■ **MATERIAL FOR THIS TASK**:
__________
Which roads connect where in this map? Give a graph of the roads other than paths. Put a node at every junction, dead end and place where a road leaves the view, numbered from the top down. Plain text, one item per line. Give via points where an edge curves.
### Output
__________
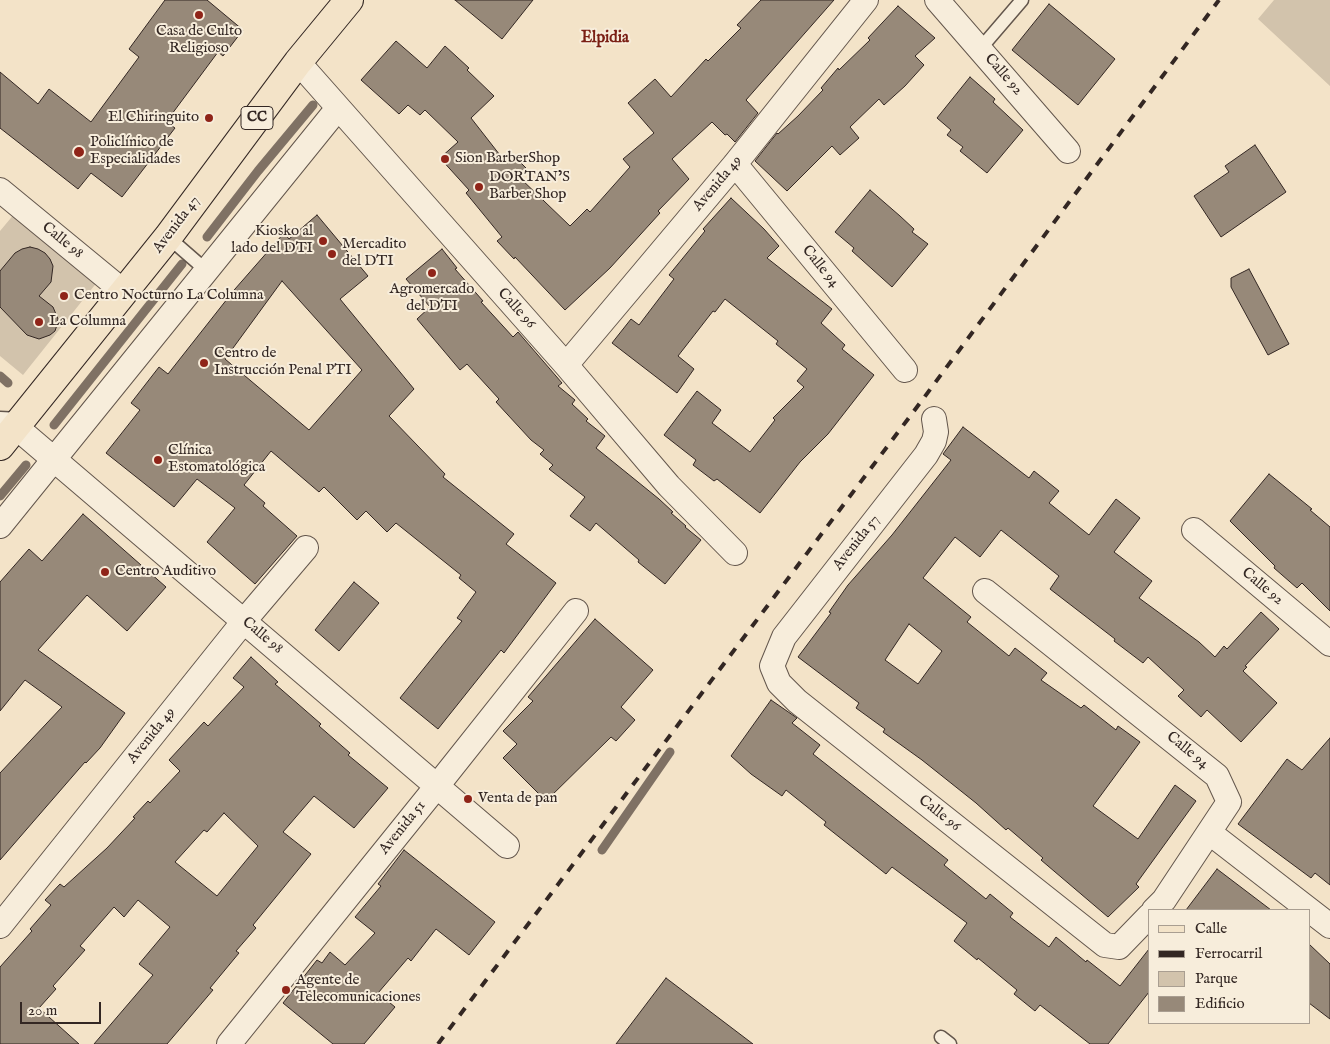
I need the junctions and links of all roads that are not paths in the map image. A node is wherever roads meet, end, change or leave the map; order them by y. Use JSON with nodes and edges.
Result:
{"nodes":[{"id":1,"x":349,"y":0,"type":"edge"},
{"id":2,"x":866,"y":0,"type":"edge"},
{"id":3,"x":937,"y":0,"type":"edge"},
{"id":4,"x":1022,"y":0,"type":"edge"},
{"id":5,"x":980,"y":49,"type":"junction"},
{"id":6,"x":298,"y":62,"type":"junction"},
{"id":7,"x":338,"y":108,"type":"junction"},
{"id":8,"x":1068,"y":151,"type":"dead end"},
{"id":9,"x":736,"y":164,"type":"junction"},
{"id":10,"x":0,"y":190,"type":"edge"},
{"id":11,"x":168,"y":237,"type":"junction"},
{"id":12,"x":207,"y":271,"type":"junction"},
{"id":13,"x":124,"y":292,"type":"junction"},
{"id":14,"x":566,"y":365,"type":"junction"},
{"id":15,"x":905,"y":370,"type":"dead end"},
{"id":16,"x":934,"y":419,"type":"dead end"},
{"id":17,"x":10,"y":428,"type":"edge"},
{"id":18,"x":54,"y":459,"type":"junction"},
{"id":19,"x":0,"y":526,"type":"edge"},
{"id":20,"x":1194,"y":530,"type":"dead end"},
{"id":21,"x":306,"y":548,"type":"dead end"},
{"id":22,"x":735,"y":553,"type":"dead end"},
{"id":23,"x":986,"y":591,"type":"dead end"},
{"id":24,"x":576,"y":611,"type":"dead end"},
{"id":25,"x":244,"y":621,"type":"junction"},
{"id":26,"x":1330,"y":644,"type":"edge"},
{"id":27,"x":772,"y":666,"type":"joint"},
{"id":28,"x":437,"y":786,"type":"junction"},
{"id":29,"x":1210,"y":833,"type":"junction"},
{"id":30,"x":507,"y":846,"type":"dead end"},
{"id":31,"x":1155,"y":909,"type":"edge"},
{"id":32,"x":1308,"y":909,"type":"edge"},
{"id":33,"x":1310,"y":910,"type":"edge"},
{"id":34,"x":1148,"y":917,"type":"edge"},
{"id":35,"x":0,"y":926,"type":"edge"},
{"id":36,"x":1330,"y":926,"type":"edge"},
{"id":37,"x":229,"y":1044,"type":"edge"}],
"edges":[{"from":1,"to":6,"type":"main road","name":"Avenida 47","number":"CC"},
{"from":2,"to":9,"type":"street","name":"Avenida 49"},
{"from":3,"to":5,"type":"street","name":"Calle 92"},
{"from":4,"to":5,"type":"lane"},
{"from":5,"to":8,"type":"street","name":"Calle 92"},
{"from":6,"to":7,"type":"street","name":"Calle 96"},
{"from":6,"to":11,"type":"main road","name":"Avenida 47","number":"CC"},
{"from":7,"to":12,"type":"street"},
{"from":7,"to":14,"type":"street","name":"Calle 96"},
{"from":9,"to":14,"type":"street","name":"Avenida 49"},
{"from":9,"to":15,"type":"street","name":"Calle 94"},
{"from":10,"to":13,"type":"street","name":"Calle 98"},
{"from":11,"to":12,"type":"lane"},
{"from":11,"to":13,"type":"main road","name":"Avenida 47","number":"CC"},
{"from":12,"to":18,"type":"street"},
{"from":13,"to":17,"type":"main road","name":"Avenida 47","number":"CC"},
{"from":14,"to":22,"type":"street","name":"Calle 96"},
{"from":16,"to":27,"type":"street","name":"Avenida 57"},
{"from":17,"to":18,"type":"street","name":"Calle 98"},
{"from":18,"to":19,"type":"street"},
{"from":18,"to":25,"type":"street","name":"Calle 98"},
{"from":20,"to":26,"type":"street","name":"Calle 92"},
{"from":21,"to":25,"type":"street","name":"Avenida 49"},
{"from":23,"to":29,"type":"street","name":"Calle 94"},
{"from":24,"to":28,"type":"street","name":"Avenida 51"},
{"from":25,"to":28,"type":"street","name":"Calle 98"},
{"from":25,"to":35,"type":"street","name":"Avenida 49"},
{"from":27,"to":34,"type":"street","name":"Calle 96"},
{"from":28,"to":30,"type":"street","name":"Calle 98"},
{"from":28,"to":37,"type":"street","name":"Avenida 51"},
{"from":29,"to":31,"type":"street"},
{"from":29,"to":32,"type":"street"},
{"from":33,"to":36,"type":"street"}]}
__________
■ **YOUR ASSIGNMENT**: In the listing above, locate each line with "paths" and copy it.

■ **RESPONSE BELOW**:
Which roads connect where in this map? Give a graph of the roads other than paths. Put a node at every junction, dead end and place where a road leaves the view, numbered from the top down. Plain text, one item per line. Give via points where an edge curves.
I need the junctions and links of all roads that are not paths in the map image. A node is wherever roads meet, end, change or leave the map; order them by y. Use JSON with nodes and edges.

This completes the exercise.